La facilité d’exprimer son désaccord ou sa dissidence en une phrase varie selon la manière dont cette phrase est structurée. De plus, cette capacité de rejeter des propos n’est pas la même dans toutes les langues.

Voilà ce que montre les recherches d’Elizabeth Allyn Smith, chercheuse au département de linguistique de l’Université du Québec à Montréal. En 2015, elle a mené une expérience auprès de plusieurs groupes de 60 participants répartis selon leur langue. On y trouvait des individus qui s’exprimaient en français du Québec, en anglais, en espagnol d’Espagne ou d’Uruguay et en catalan.

Cette capacité de rejeter des propos n’est pas la même dans toutes les langues.

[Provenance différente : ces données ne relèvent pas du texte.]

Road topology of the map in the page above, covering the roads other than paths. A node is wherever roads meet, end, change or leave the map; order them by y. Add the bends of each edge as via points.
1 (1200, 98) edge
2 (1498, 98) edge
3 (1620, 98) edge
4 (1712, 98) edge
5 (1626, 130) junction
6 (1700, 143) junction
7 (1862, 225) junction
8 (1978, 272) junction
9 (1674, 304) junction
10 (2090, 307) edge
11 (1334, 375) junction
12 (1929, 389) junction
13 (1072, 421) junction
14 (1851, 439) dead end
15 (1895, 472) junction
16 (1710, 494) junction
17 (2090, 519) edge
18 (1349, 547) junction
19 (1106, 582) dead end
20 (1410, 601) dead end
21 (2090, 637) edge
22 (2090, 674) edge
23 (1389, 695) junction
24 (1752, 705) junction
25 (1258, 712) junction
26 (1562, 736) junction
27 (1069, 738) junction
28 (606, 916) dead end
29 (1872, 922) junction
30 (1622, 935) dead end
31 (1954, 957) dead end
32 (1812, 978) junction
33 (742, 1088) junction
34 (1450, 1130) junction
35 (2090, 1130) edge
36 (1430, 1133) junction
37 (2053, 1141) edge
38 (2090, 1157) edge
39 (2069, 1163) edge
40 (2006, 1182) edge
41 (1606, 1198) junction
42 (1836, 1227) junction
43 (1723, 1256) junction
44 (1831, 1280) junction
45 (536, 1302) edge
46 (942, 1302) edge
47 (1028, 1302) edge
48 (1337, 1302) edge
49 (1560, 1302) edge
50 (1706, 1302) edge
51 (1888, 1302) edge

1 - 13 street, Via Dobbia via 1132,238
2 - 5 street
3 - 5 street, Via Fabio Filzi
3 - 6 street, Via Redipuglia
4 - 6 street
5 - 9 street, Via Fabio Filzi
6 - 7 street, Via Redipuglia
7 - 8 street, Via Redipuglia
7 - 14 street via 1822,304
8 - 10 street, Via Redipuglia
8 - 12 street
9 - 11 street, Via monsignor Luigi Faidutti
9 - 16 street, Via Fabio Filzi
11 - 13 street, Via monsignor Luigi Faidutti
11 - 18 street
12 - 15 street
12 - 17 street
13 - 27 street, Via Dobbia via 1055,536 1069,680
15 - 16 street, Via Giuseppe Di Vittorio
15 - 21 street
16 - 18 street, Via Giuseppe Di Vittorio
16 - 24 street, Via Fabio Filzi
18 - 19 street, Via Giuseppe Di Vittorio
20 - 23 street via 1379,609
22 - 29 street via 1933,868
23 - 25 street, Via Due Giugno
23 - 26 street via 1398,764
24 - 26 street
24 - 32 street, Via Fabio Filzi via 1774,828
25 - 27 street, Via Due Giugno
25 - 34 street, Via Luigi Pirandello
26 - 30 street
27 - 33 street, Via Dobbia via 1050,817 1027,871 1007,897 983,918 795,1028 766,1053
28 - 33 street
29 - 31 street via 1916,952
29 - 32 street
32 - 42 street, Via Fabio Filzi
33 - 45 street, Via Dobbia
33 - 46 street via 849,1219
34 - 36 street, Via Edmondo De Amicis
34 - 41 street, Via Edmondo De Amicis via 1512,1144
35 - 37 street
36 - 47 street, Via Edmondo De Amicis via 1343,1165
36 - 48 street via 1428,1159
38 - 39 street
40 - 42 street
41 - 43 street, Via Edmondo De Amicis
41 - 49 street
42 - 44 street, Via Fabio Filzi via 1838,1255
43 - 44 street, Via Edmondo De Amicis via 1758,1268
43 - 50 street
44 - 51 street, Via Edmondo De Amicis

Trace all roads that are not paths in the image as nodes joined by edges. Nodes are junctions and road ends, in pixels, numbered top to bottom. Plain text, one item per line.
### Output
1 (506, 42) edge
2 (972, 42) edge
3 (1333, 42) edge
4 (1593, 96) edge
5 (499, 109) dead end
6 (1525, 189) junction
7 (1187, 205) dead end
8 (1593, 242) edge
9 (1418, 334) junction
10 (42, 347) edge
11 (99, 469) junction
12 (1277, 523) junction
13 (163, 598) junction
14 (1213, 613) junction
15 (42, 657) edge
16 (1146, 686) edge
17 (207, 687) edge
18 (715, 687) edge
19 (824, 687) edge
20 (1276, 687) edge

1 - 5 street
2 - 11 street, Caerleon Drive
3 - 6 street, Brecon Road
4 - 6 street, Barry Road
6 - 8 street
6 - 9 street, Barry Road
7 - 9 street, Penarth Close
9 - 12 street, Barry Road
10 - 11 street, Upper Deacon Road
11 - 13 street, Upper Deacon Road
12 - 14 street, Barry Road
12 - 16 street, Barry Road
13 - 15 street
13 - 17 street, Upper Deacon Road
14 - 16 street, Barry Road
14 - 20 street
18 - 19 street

Les participants écoutaient de courts échanges au cours desquels une personne prononçait une phrase à laquelle l’autre interlocuteur répondait par la négative. Tous devaient ensuite évaluer si la réponse leur semblait naturelle. Cela illustrait certaines différences entre les langues. Par exemple, les francophones trouvaient étrange d’entendre quelqu’un répondre non à un interlocuteur qui manifestait un goût personnel comme « Je trouve la soupe délicieuse ». Mais les hispanophones trouvaient cela tout à fait normal.

Dans une recherche subséquente, Elizabeth Allyn Smith a montré que, selon la langue parlée, la manière de formuler certaines questions peut modifier les réponses par la négative d’une personne. Par exemple, à la question « Vers quelle heure êtes-vous arrivés au cinéma ? », les francophones et les anglophones auront tendance à répondre en donnant une heure, plutôt que de dire « Je ne suis pas allée au cinéma, mais au gym » parce qu’il est plus difficile pour eux de corriger un présupposé (ici la présence au cinéma) qui n’est pas directement l’objet de la question (ici l’heure).

Ainsi, les travaux de la chercheuse peuvent trouver des applications dans d’autres domaines, comme le droit où, lors d’un interrogatoire, la formulation d’une question risque de changer la réponse d’un témoin ou d’un suspect.